Повесив голову, Скачков сидел и вяло слушал. С Вадимом вашим… Видали: закопался в библиотеке, перелистал десяток диссертаций. «Ученым можешь ты не быть, но кандидатом быть обязан…» Его поговорочка. И он будет кандидатом, и доцентом будет. Все выколотит и всего добьется.
— У нее волосики какие-то… как искупалась, — проговорил он, неловко отъезжая вместе с креслом, чтобы не мешать Клавдии прибирать на кухне.
— У кого волосики? Ах, ты опять… Да ну, просто баловалась перед сном. С ней, если хочешь знать, нет никакого сладу. У меня иногда зла не хватает. А Соня, бедная, так чуть не плачет. Геш, будь ты с ней, пожалуйста, построже.
«Ну да, ну да», — опять кивал он утомленно, но возражать и тут не захотел. Конечно, жаловаться будет Соня! Растет Маришка, и неудобный становится ребенок. Им бы как плюшевого зайца. Скажи: ложись — уляжется, скажи: замри — не видно и не слышно станет. А для Клавдии вообще, — порой ему казалось, что она сердита на Маришку, потеряв из-за нее целых четыре года развеселой современной жизни. То-то и дорвалась теперь — наверстывает!
— Геш, Соня не говорила? Тут тебе из этого… из дорпрофсожа звонили. Шевелев. Вежливый такой, деликатный…
У Скачкова слипались глаза, он слушал и насупливо кивал головой.
— Ну, ну… Шевелев. А чего он?
— Просил зайти зачем-то. Разговор, говорит, есть.

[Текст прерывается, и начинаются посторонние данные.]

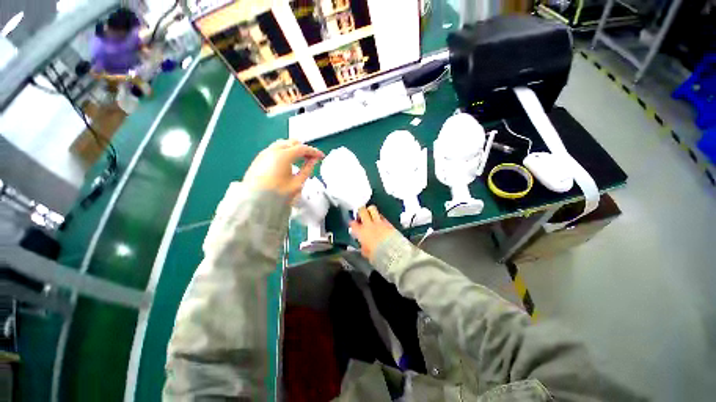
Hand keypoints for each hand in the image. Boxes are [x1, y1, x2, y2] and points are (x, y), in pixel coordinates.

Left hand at [243, 139, 323, 198]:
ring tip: (301, 158)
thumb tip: (313, 161)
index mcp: (283, 156)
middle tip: (311, 157)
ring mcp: (264, 153)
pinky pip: (274, 149)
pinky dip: (284, 152)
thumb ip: (307, 169)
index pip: (302, 148)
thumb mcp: (297, 183)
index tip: (321, 156)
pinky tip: (288, 161)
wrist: (255, 202)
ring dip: (293, 149)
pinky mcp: (259, 158)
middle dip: (303, 148)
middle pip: (291, 142)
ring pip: (282, 144)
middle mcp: (272, 150)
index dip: (314, 151)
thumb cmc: (278, 193)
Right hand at [349, 205, 397, 259]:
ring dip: (370, 211)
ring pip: (372, 209)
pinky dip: (379, 217)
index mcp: (361, 233)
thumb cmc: (378, 256)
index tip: (353, 224)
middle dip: (360, 212)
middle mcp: (369, 224)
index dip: (352, 223)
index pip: (353, 224)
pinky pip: (382, 216)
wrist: (394, 253)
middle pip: (362, 210)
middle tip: (361, 216)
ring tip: (371, 216)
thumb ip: (363, 246)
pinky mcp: (388, 222)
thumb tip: (363, 243)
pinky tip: (380, 222)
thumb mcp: (366, 253)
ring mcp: (379, 222)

Одолевая зевоту, Скачков зажмурился и головой затряс, но все-таки не одолел: аж челюсти свело и показались слезы.
— Геш, подожди, не спи — у меня для тебя новость. Ты знаешь, с местом комментатора пока неясно. Зато твоя идея — футбол без мяча — блеск! Это ведь ты придумал? Сашка Боксерман, например, за голову схватился: Антониони, говорит, трупом ляжет! А уж если Сашка Боксерман…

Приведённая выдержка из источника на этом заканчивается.